Start of Block

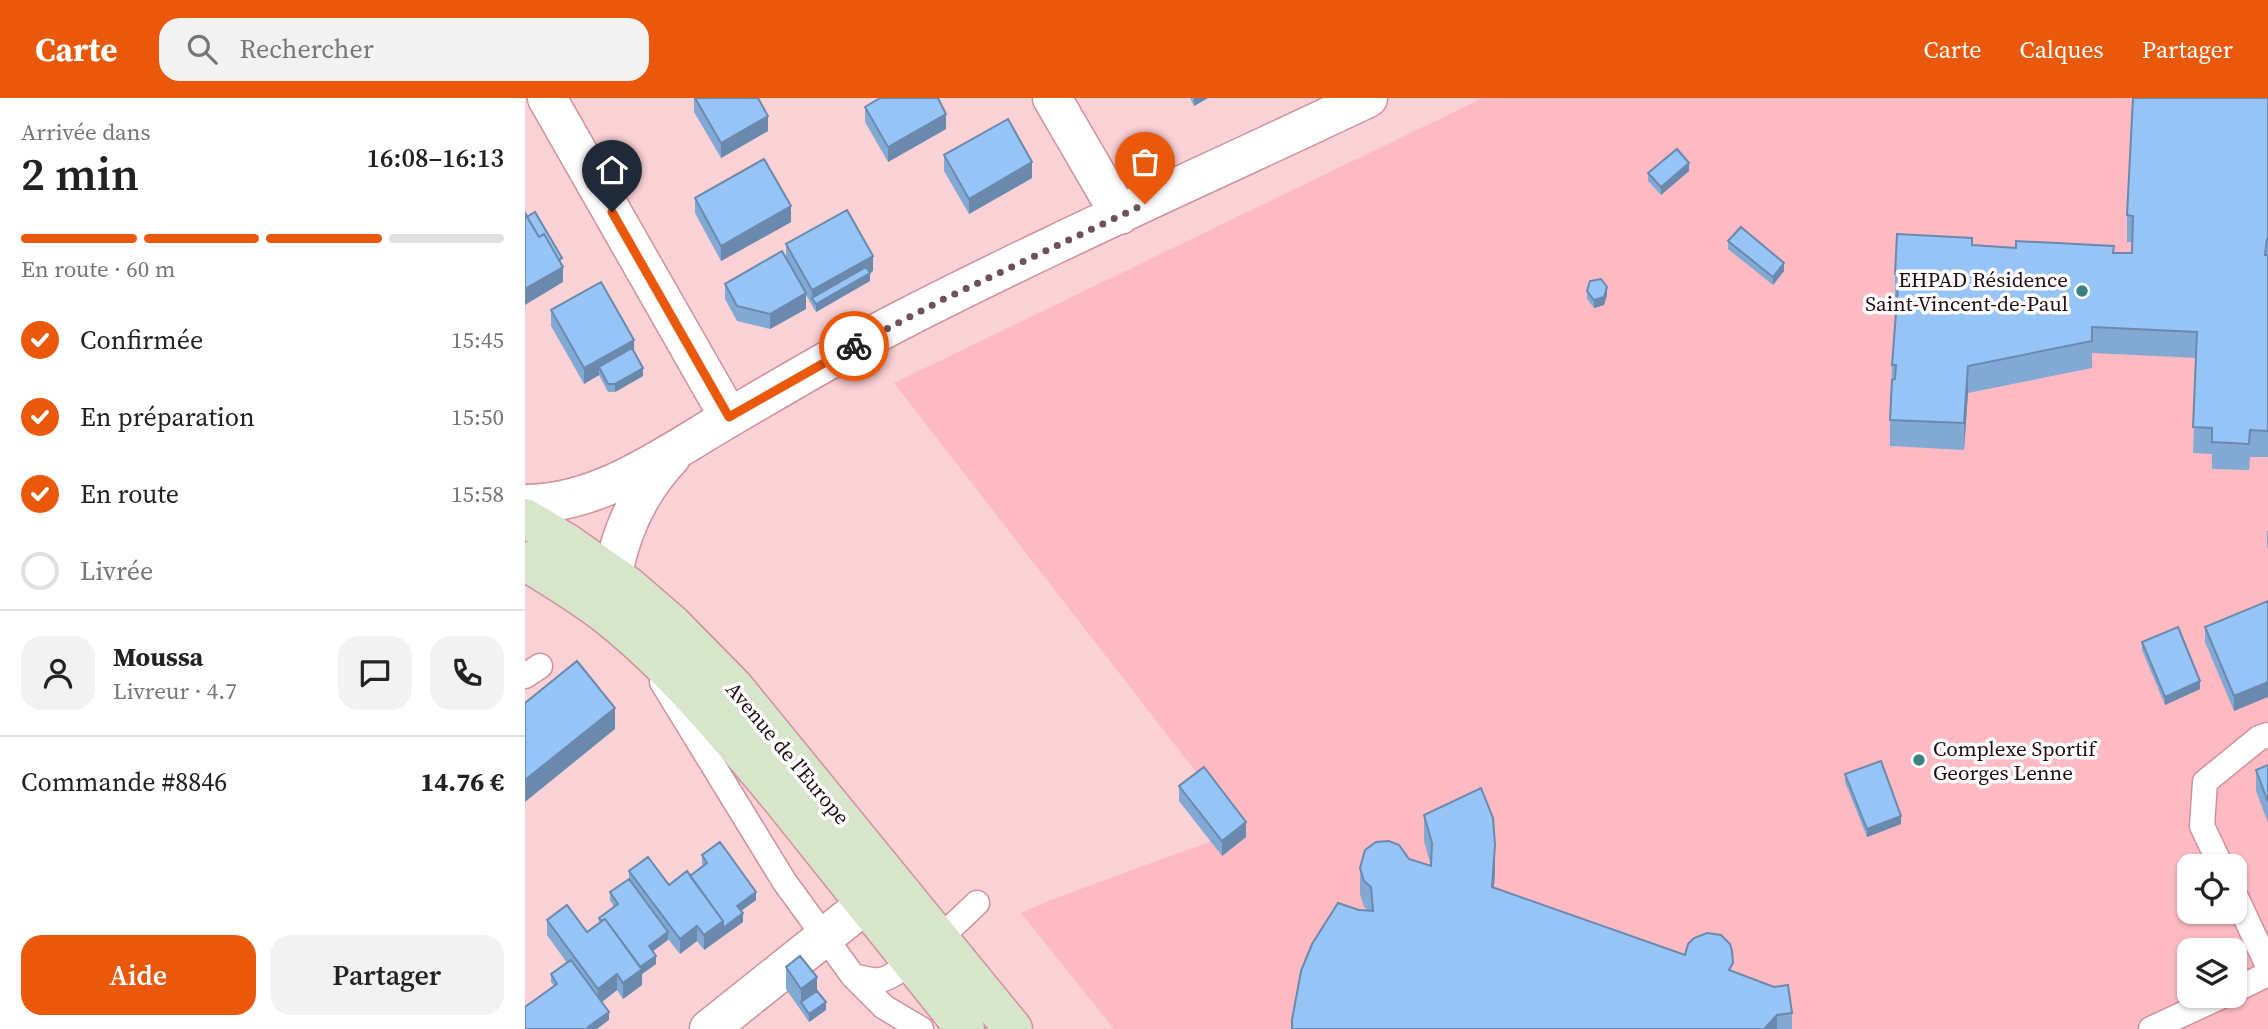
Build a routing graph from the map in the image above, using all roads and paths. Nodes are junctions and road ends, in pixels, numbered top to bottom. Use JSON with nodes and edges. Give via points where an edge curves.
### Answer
{"nodes":[{"id":1,"x":547,"y":98,"type":"edge"},
{"id":2,"x":1052,"y":98,"type":"edge"},
{"id":3,"x":1368,"y":98,"type":"edge"},
{"id":4,"x":1120,"y":215,"type":"junction"},
{"id":5,"x":729,"y":417,"type":"junction"},
{"id":6,"x":680,"y":448,"type":"junction"},
{"id":7,"x":525,"y":505,"type":"edge"},
{"id":8,"x":525,"y":518,"type":"edge"},
{"id":9,"x":525,"y":561,"type":"edge"},
{"id":10,"x":613,"y":574,"type":"junction"},
{"id":11,"x":638,"y":643,"type":"junction"},
{"id":12,"x":2268,"y":735,"type":"edge"},
{"id":13,"x":2215,"y":854,"type":"edge"},
{"id":14,"x":879,"y":893,"type":"junction"},
{"id":15,"x":977,"y":903,"type":"dead end"},
{"id":16,"x":2247,"y":921,"type":"edge"},
{"id":17,"x":823,"y":938,"type":"junction"},
{"id":18,"x":925,"y":950,"type":"junction"},
{"id":19,"x":2268,"y":966,"type":"edge"},
{"id":20,"x":2268,"y":974,"type":"edge"},
{"id":21,"x":853,"y":976,"type":"junction"},
{"id":22,"x":2247,"y":984,"type":"edge"},
{"id":23,"x":2196,"y":1008,"type":"edge"},
{"id":24,"x":709,"y":1029,"type":"edge"},
{"id":25,"x":922,"y":1029,"type":"edge"},
{"id":26,"x":965,"y":1029,"type":"edge"},
{"id":27,"x":1013,"y":1029,"type":"edge"},
{"id":28,"x":2151,"y":1029,"type":"edge"}],
"edges":[{"from":1,"to":5,"type":"street"},
{"from":2,"to":4,"type":"street"},
{"from":3,"to":4,"type":"street"},
{"from":4,"to":5,"type":"street","via":[[892,325]]},
{"from":5,"to":6,"type":"street"},
{"from":6,"to":7,"type":"street","via":[[581,496]]},
{"from":6,"to":10,"type":"street","via":[[633,511],[618,545]]},
{"from":8,"to":10,"type":"street","name":"Avenue de l'Europe"},
{"from":9,"to":11,"type":"street","name":"Avenue de l'Europe","via":[[608,616]]},
{"from":10,"to":14,"type":"street","name":"Avenue de l'Europe","via":[[734,687]]},
{"from":11,"to":14,"type":"street","name":"Avenue de l'Europe"},
{"from":11,"to":17,"type":"lane"},
{"from":12,"to":13,"type":"lane","via":[[2205,782],[2202,826]]},
{"from":14,"to":17,"type":"street"},
{"from":14,"to":18,"type":"street","name":"Avenue de l'Europe"},
{"from":15,"to":18,"type":"lane"},
{"from":16,"to":19,"type":"lane"},
{"from":17,"to":21,"type":"lane"},
{"from":17,"to":24,"type":"street"},
{"from":18,"to":21,"type":"lane","via":[[890,977]]},
{"from":18,"to":26,"type":"street","name":"Avenue de l'Europe"},
{"from":18,"to":27,"type":"street","name":"Avenue de l'Europe"},
{"from":20,"to":22,"type":"lane"},
{"from":21,"to":25,"type":"lane","via":[[884,1007]]},
{"from":23,"to":28,"type":"lane"}]}
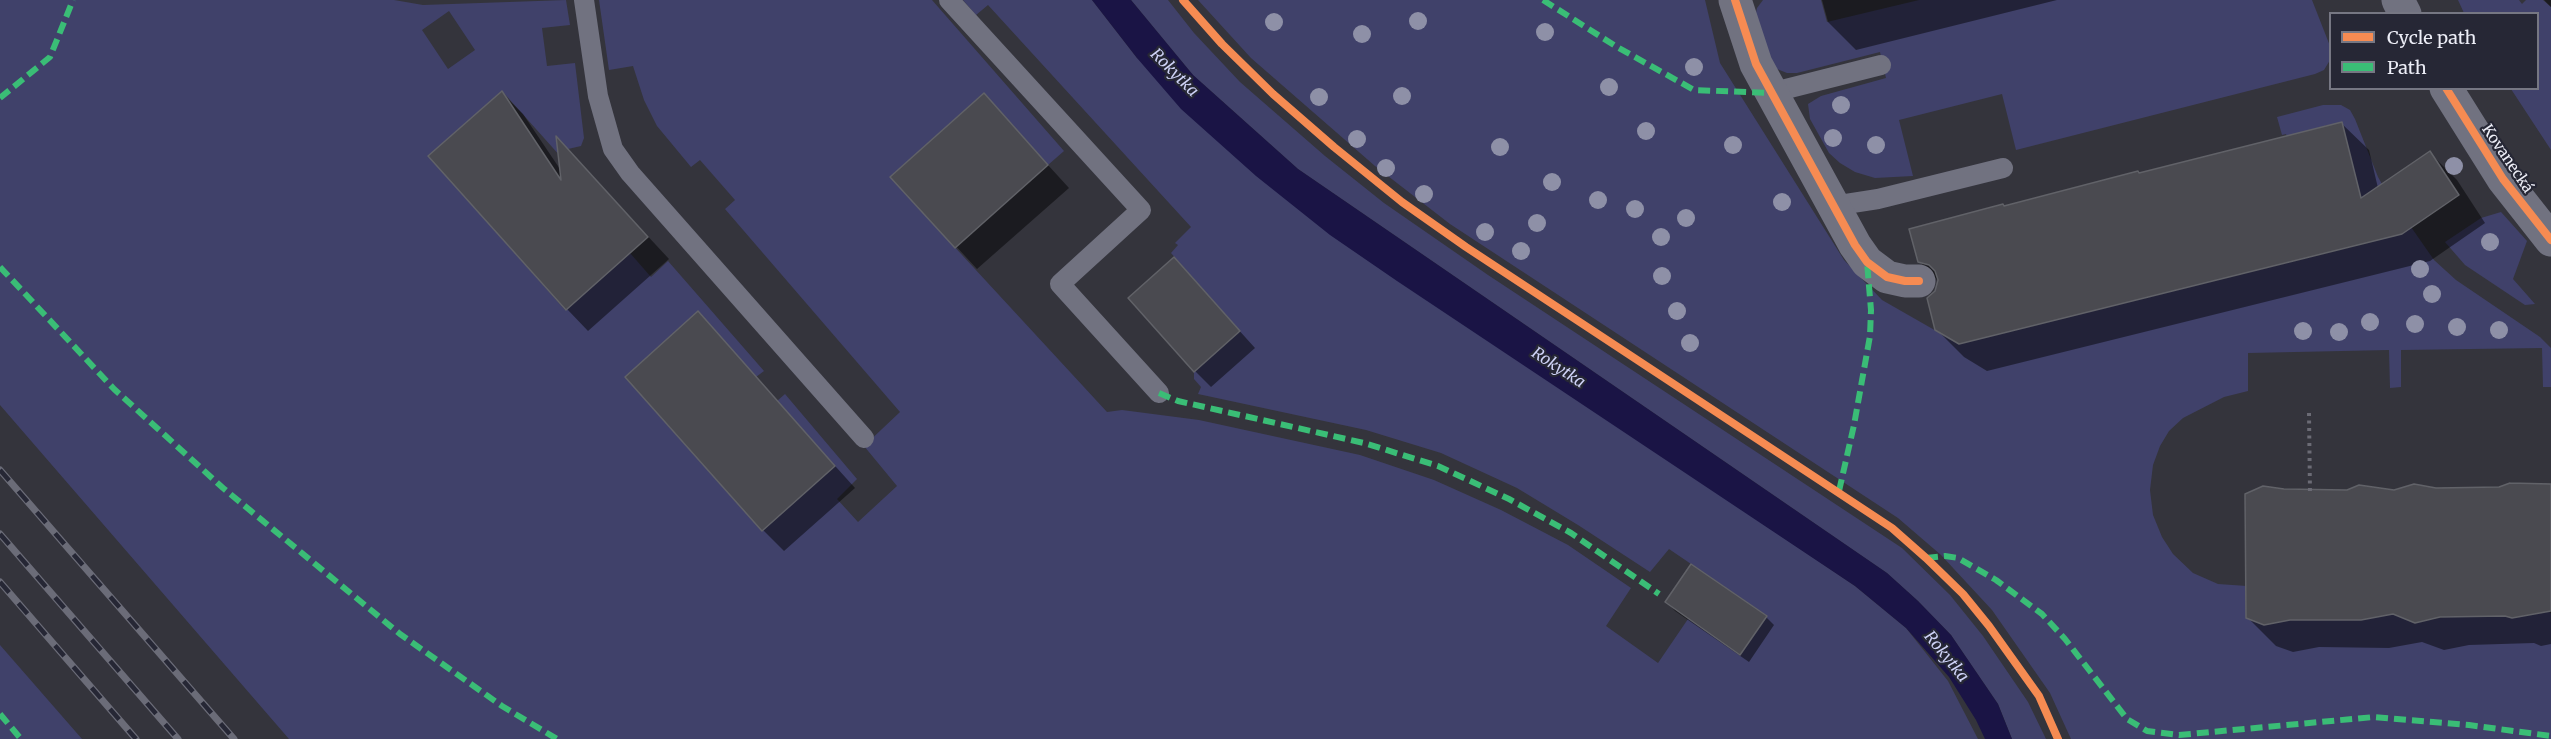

End of Block

→ **Exercise aim**:
Whenever a line of the data holds the string "nodes", pick that line out.

→ **Exercise result**:
Build a routing graph from the map in the image above, using all roads and paths. Nodes are junctions and road ends, in pixels, numbered top to bottom. Use JSON with nodes and edges. Give via points where an edge curves.
{"nodes":[{"id":1,"x":547,"y":98,"type":"edge"},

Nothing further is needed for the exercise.